Your instructions » An image-free, word-for-word version of the records below is to be returned.

(Stored items)
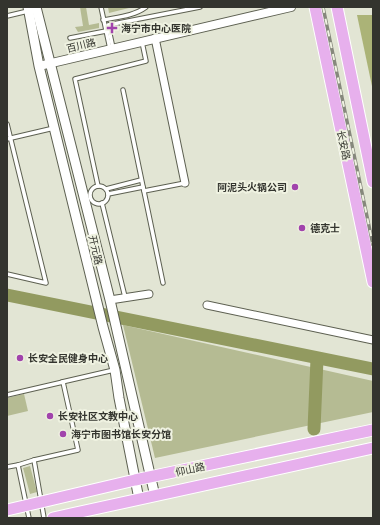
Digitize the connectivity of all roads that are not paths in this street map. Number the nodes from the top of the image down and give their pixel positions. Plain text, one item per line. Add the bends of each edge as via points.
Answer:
1 (101, 7) edge
2 (146, 7) edge
3 (200, 7) edge
4 (291, 7) edge
5 (315, 7) edge
6 (337, 7) edge
7 (31, 8) edge
8 (7, 16) edge
9 (104, 20) junction
10 (106, 31) junction
11 (70, 38) dead end
12 (155, 38) junction
13 (142, 41) junction
14 (111, 48) junction
15 (50, 63) junction
16 (40, 66) junction
17 (123, 90) dead end
18 (7, 124) edge
19 (56, 128) junction
20 (9, 139) edge
21 (141, 180) junction
22 (373, 182) edge
23 (185, 183) joint
24 (98, 186) junction
25 (143, 187) junction
26 (106, 189) junction
27 (144, 192) junction
28 (108, 194) junction
29 (88, 198) junction
30 (102, 203) junction
31 (7, 274) edge
32 (373, 282) edge
33 (163, 283) dead end
34 (149, 294) dead end
35 (125, 298) junction
36 (111, 304) junction
37 (207, 305) dead end
38 (373, 340) edge
39 (115, 370) junction
40 (60, 383) junction
41 (7, 395) edge
42 (373, 430) edge
43 (373, 448) edge
44 (34, 460) junction
45 (18, 465) junction
46 (7, 467) edge
47 (151, 477) junction
48 (135, 480) junction
49 (154, 496) junction
50 (139, 499) junction
51 (42, 502) junction
52 (27, 506) junction
53 (7, 510) edge
54 (29, 518) edge
55 (44, 518) edge
56 (53, 518) edge

1 - 9 lane
2 - 9 lane via 141,11
3 - 14 lane via 108,24
4 - 12 street, 百川路
5 - 32 main road, 长安路
6 - 22 main road
7 - 8 lane
7 - 15 main road, 开元路
7 - 16 main road, 开元路
9 - 10 lane
10 - 11 lane
10 - 14 lane
12 - 13 street, 百川路
12 - 23 street
13 - 14 street, 百川路
13 - 24 lane via 146,61 74,79
14 - 15 street, 百川路
15 - 16 street, 百川路
15 - 29 main road, 开元路
16 - 19 main road, 开元路
17 - 21 lane
18 - 20 lane
19 - 20 lane
19 - 39 main road, 开元路
20 - 31 lane via 46,283
21 - 25 lane
21 - 26 lane
23 - 27 lane
24 - 26 lane
24 - 29 lane via 91,191
25 - 27 lane
25 - 28 lane
26 - 28 lane
27 - 33 lane
28 - 30 lane
29 - 30 lane via 96,203
29 - 36 main road, 开元路
30 - 35 lane
34 - 35 street
35 - 36 street
36 - 47 main road, 开元路
37 - 38 street
39 - 40 lane
39 - 48 main road, 开元路
40 - 41 lane
40 - 44 lane via 63,382 78,450
42 - 47 main road, 仰山路
43 - 49 main road, 仰山路
44 - 45 lane
44 - 51 lane
45 - 46 lane
45 - 52 lane
47 - 48 main road, 仰山路
47 - 49 main road
48 - 50 main road, 开元路
48 - 51 main road, 仰山路
49 - 50 main road, 仰山路
50 - 56 main road, 仰山路
51 - 52 main road, 仰山路
51 - 55 lane
52 - 53 main road, 仰山路
52 - 54 lane

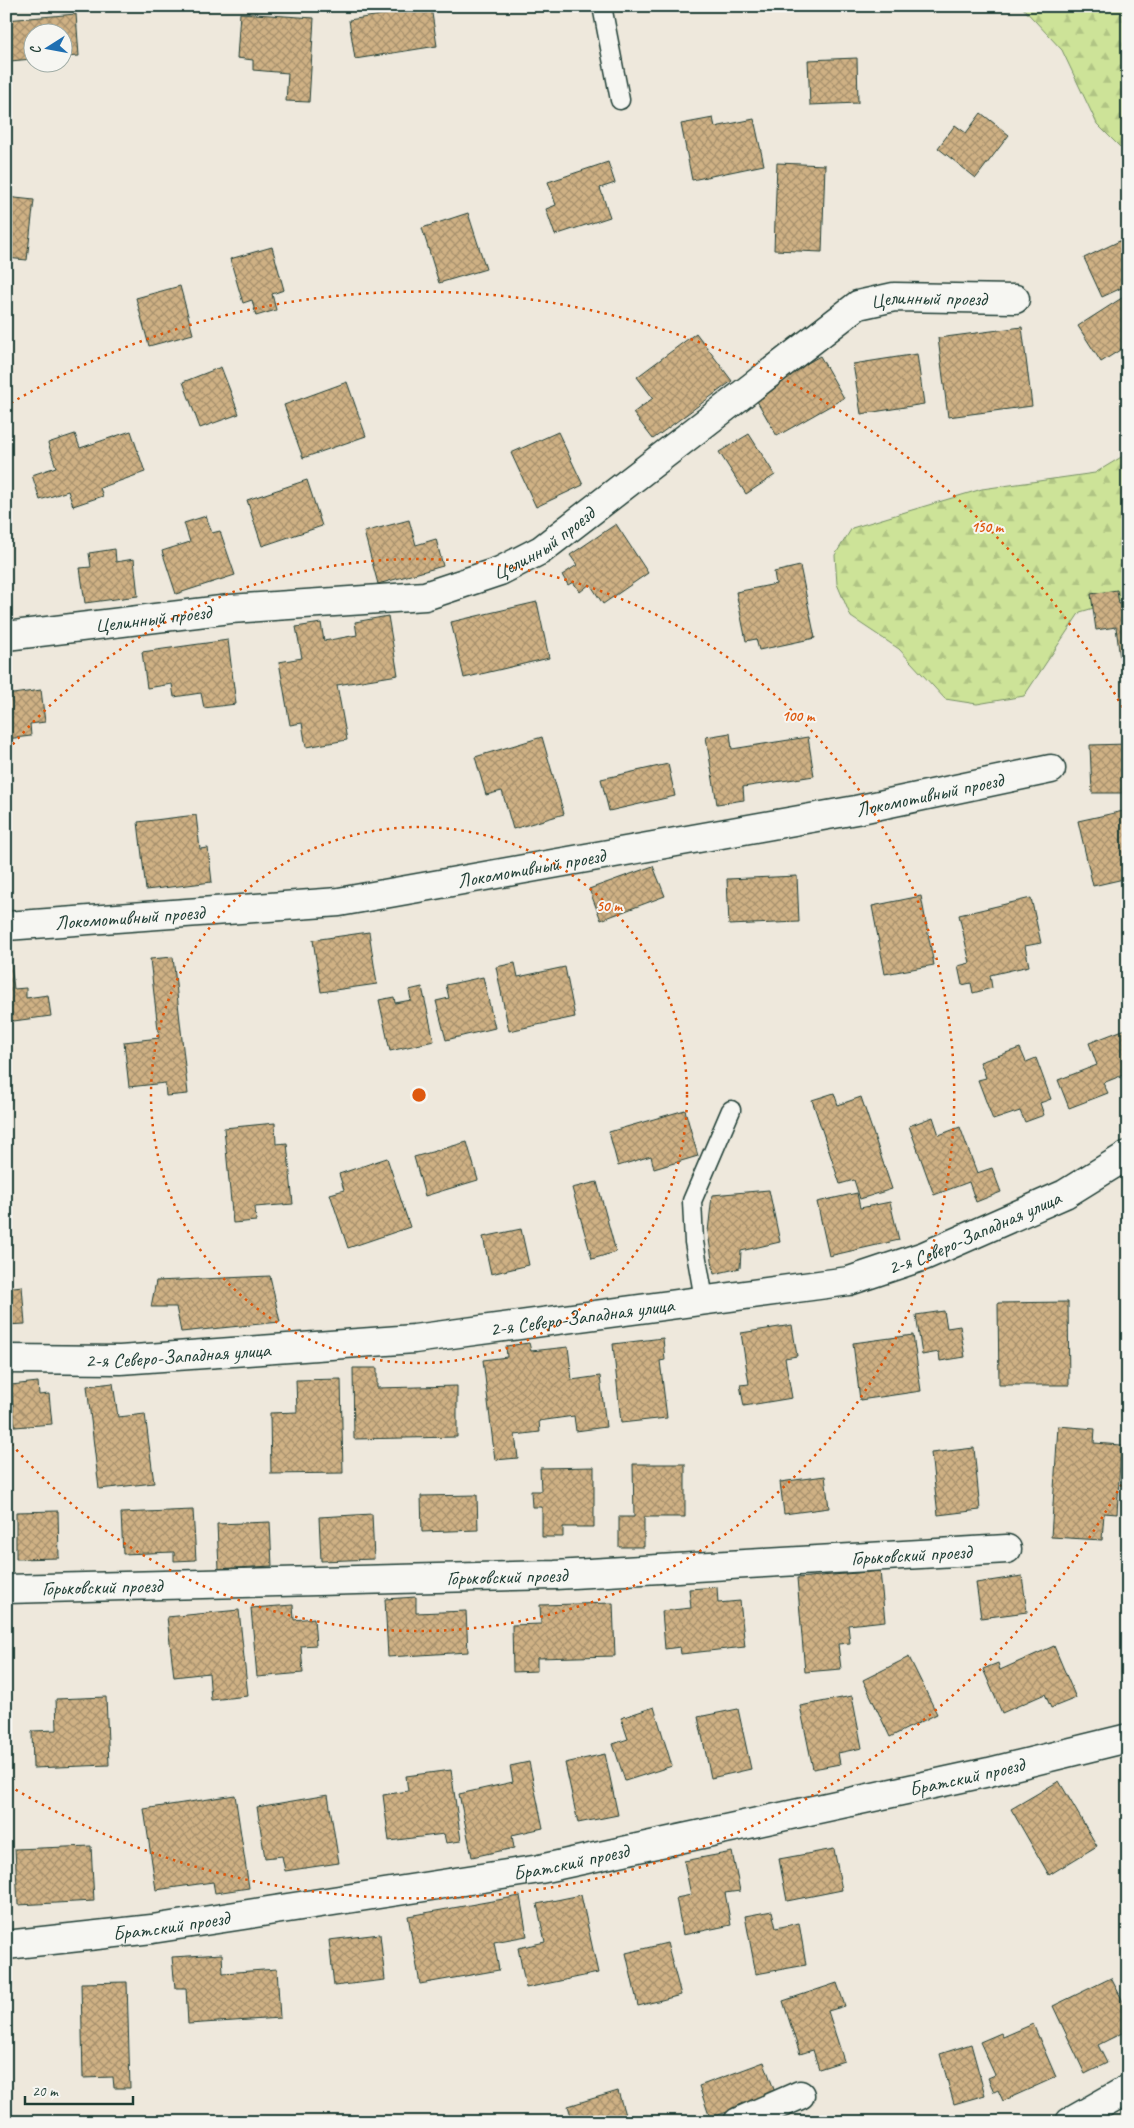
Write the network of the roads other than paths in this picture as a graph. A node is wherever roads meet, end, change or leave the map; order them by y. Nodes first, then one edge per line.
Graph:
1 (602, 6) edge
2 (620, 100) dead end
3 (1015, 299) dead end
4 (6, 636) edge
5 (1051, 769) dead end
6 (6, 926) edge
7 (731, 1110) dead end
8 (1128, 1155) edge
9 (704, 1299) junction
10 (6, 1359) edge
11 (1007, 1549) dead end
12 (6, 1590) edge
13 (1128, 1738) edge
14 (6, 1945) edge
15 (1128, 2089) edge
16 (800, 2095) dead end
17 (738, 2122) edge
18 (1070, 2122) edge

1 - 2 lane
3 - 4 street, Целинный проезд
5 - 6 street, Локомотивный проезд
7 - 9 lane
8 - 9 street, 2-я Северо-Западная улица
9 - 10 street, 2-я Северо-Западная улица
11 - 12 street, Горьковский проезд
13 - 14 street, Братский проезд
15 - 18 street
16 - 17 street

Your solution »
Digitize the connectivity of all roads that are not paths in this street map. Number the nodes from the top of the image down and give their pixel positions. Plain text, one item per line. Add the bends of each edge as via points.
Answer:
1 (101, 7) edge
2 (146, 7) edge
3 (200, 7) edge
4 (291, 7) edge
5 (315, 7) edge
6 (337, 7) edge
7 (31, 8) edge
8 (7, 16) edge
9 (104, 20) junction
10 (106, 31) junction
11 (70, 38) dead end
12 (155, 38) junction
13 (142, 41) junction
14 (111, 48) junction
15 (50, 63) junction
16 (40, 66) junction
17 (123, 90) dead end
18 (7, 124) edge
19 (56, 128) junction
20 (9, 139) edge
21 (141, 180) junction
22 (373, 182) edge
23 (185, 183) joint
24 (98, 186) junction
25 (143, 187) junction
26 (106, 189) junction
27 (144, 192) junction
28 (108, 194) junction
29 (88, 198) junction
30 (102, 203) junction
31 (7, 274) edge
32 (373, 282) edge
33 (163, 283) dead end
34 (149, 294) dead end
35 (125, 298) junction
36 (111, 304) junction
37 (207, 305) dead end
38 (373, 340) edge
39 (115, 370) junction
40 (60, 383) junction
41 (7, 395) edge
42 (373, 430) edge
43 (373, 448) edge
44 (34, 460) junction
45 (18, 465) junction
46 (7, 467) edge
47 (151, 477) junction
48 (135, 480) junction
49 (154, 496) junction
50 (139, 499) junction
51 (42, 502) junction
52 (27, 506) junction
53 (7, 510) edge
54 (29, 518) edge
55 (44, 518) edge
56 (53, 518) edge

1 - 9 lane
2 - 9 lane via 141,11
3 - 14 lane via 108,24
4 - 12 street, 百川路
5 - 32 main road, 长安路
6 - 22 main road
7 - 8 lane
7 - 15 main road, 开元路
7 - 16 main road, 开元路
9 - 10 lane
10 - 11 lane
10 - 14 lane
12 - 13 street, 百川路
12 - 23 street
13 - 14 street, 百川路
13 - 24 lane via 146,61 74,79
14 - 15 street, 百川路
15 - 16 street, 百川路
15 - 29 main road, 开元路
16 - 19 main road, 开元路
17 - 21 lane
18 - 20 lane
19 - 20 lane
19 - 39 main road, 开元路
20 - 31 lane via 46,283
21 - 25 lane
21 - 26 lane
23 - 27 lane
24 - 26 lane
24 - 29 lane via 91,191
25 - 27 lane
25 - 28 lane
26 - 28 lane
27 - 33 lane
28 - 30 lane
29 - 30 lane via 96,203
29 - 36 main road, 开元路
30 - 35 lane
34 - 35 street
35 - 36 street
36 - 47 main road, 开元路
37 - 38 street
39 - 40 lane
39 - 48 main road, 开元路
40 - 41 lane
40 - 44 lane via 63,382 78,450
42 - 47 main road, 仰山路
43 - 49 main road, 仰山路
44 - 45 lane
44 - 51 lane
45 - 46 lane
45 - 52 lane
47 - 48 main road, 仰山路
47 - 49 main road
48 - 50 main road, 开元路
48 - 51 main road, 仰山路
49 - 50 main road, 仰山路
50 - 56 main road, 仰山路
51 - 52 main road, 仰山路
51 - 55 lane
52 - 53 main road, 仰山路
52 - 54 lane

Write the network of the roads other than paths in this picture as a graph. A node is wherever roads meet, end, change or leave the map; order them by y. Nodes first, then one edge per line.
Graph:
1 (602, 6) edge
2 (620, 100) dead end
3 (1015, 299) dead end
4 (6, 636) edge
5 (1051, 769) dead end
6 (6, 926) edge
7 (731, 1110) dead end
8 (1128, 1155) edge
9 (704, 1299) junction
10 (6, 1359) edge
11 (1007, 1549) dead end
12 (6, 1590) edge
13 (1128, 1738) edge
14 (6, 1945) edge
15 (1128, 2089) edge
16 (800, 2095) dead end
17 (738, 2122) edge
18 (1070, 2122) edge

1 - 2 lane
3 - 4 street, Целинный проезд
5 - 6 street, Локомотивный проезд
7 - 9 lane
8 - 9 street, 2-я Северо-Западная улица
9 - 10 street, 2-я Северо-Западная улица
11 - 12 street, Горьковский проезд
13 - 14 street, Братский проезд
15 - 18 street
16 - 17 street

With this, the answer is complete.